2. Data Sources, Scale, and Preprocessing Methods

The measured data were obtained from a cross-sectional survey of a whole cohort sample of 17,946 people in our hospital, from which 17,072 valid data were selected. Each data record was divided into five sections: general personal data, living and working habits, past and family medical history, physical examination data, and laboratory test data. The investigators who participated in the data collection were trained in a standardized way and used a standardized questionnaire to collect personal data; life and work habits; and medical history to determine height, weight, abdominal circumference, and blood pressure by a standardized method. Blood glucose and lipids (cholesterol, triglycerides, LDL, and HDL) were measured in a strictly quality-controlled laboratory. The diagnostic criterion for diabetes mellitus was fasting blood glucose >7.0 mmol/l [16]. The abovementioned raw data were entered into the computer and a database was established. Raw data preprocessing was used to improve the quality of the data for incomplete, noisy, and inconsistent raw data, and thus improve the quality of the excavation results. The data preprocessing process used in this paper mainly includes data cleaning, data transformation, and data statute (the specific method is published in a separate paper). The data (11,400 items) were randomly extracted from the preprocessed data by the C4.5 algorithm as the training data of the C4.5 algorithm, and the rest of the data were used as the test data. The operating system is Solaris8, and the C++ compiler is c.
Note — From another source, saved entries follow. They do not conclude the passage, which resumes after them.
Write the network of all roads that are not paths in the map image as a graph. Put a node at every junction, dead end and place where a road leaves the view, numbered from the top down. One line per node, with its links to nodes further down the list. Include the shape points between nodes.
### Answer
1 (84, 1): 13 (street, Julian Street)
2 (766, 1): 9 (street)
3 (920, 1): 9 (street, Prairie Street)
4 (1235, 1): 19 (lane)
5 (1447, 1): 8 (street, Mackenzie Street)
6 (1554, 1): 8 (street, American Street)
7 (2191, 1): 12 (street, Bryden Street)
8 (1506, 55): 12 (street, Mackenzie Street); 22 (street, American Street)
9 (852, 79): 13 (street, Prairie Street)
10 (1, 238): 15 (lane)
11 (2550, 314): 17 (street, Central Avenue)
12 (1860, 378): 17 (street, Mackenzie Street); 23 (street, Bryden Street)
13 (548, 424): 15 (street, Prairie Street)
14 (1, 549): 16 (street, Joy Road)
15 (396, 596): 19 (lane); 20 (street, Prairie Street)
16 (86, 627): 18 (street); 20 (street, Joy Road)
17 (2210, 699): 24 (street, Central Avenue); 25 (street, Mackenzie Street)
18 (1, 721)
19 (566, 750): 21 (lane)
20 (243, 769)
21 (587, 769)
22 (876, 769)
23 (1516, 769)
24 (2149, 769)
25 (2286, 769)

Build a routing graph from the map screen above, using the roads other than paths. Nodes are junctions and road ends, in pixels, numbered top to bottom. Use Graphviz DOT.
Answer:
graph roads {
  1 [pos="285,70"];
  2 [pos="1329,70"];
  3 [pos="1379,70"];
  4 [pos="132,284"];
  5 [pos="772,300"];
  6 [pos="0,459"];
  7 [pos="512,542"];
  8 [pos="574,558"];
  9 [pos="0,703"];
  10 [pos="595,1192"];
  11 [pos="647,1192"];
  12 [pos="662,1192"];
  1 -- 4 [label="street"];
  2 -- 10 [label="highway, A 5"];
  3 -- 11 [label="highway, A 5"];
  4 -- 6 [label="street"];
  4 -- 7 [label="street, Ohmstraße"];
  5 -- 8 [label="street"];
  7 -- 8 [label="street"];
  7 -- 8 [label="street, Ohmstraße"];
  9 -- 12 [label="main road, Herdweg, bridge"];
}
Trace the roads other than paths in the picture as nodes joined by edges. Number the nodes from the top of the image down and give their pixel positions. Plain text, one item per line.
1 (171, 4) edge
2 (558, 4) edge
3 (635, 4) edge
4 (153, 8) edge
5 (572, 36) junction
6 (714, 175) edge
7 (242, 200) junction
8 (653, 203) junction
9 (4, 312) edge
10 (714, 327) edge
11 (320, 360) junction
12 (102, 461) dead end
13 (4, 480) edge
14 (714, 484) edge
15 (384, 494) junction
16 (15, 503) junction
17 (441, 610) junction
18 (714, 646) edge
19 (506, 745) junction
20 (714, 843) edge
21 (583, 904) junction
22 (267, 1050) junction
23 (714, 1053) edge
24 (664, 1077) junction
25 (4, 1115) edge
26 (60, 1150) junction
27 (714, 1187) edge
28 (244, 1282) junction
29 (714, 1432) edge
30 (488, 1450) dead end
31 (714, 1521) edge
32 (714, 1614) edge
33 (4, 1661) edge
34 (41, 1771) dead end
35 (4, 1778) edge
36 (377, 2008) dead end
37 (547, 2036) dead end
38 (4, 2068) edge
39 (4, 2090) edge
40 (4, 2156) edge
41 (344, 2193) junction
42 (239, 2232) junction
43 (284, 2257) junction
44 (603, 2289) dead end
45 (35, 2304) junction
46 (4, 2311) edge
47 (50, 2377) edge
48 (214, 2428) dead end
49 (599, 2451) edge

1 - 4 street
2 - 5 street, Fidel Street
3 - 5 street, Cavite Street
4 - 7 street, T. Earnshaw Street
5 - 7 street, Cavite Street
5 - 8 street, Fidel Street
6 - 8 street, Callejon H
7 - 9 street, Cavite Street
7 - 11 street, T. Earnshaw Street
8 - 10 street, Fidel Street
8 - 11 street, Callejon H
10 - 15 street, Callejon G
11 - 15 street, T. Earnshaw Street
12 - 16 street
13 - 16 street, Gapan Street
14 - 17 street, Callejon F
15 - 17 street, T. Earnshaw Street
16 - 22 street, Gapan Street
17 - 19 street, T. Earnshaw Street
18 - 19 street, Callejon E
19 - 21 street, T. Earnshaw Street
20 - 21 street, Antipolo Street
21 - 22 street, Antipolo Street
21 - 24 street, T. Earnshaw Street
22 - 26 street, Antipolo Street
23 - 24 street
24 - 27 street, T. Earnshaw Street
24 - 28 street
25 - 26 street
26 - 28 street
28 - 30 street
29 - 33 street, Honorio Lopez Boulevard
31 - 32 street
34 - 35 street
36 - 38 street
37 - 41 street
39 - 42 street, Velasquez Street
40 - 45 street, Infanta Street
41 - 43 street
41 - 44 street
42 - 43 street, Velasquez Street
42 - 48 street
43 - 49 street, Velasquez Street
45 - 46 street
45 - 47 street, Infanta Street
In order to make the program run on the laris platform, a Makefile file for the Solaris platform was written in addition to the ANSI C implementation. After compiling and linking with cc, the executable version for the Solaris platform is generated.

3. Choice of Algorithm

The data in this paper are characterized by the predictive and continuous nature of the classifications, and it is known whether each set of data corresponds to a classification of diseased or undiseased data. The main task of this paper is to learn the classification patterns in the data. Based on the categorical nature of the mining task, the decision tree algorithm, which is least affected by the record fields, easy to understand the model, easy to train the model, easy to implement the model, has the most generality, and highest usefulness, was selected for mining. The C4.5 algorithm is a very effective decision tree algorithm, which can handle continuous data items. Therefore, the C4.5 algorithm is the preferred algorithm for data mining in this work [17].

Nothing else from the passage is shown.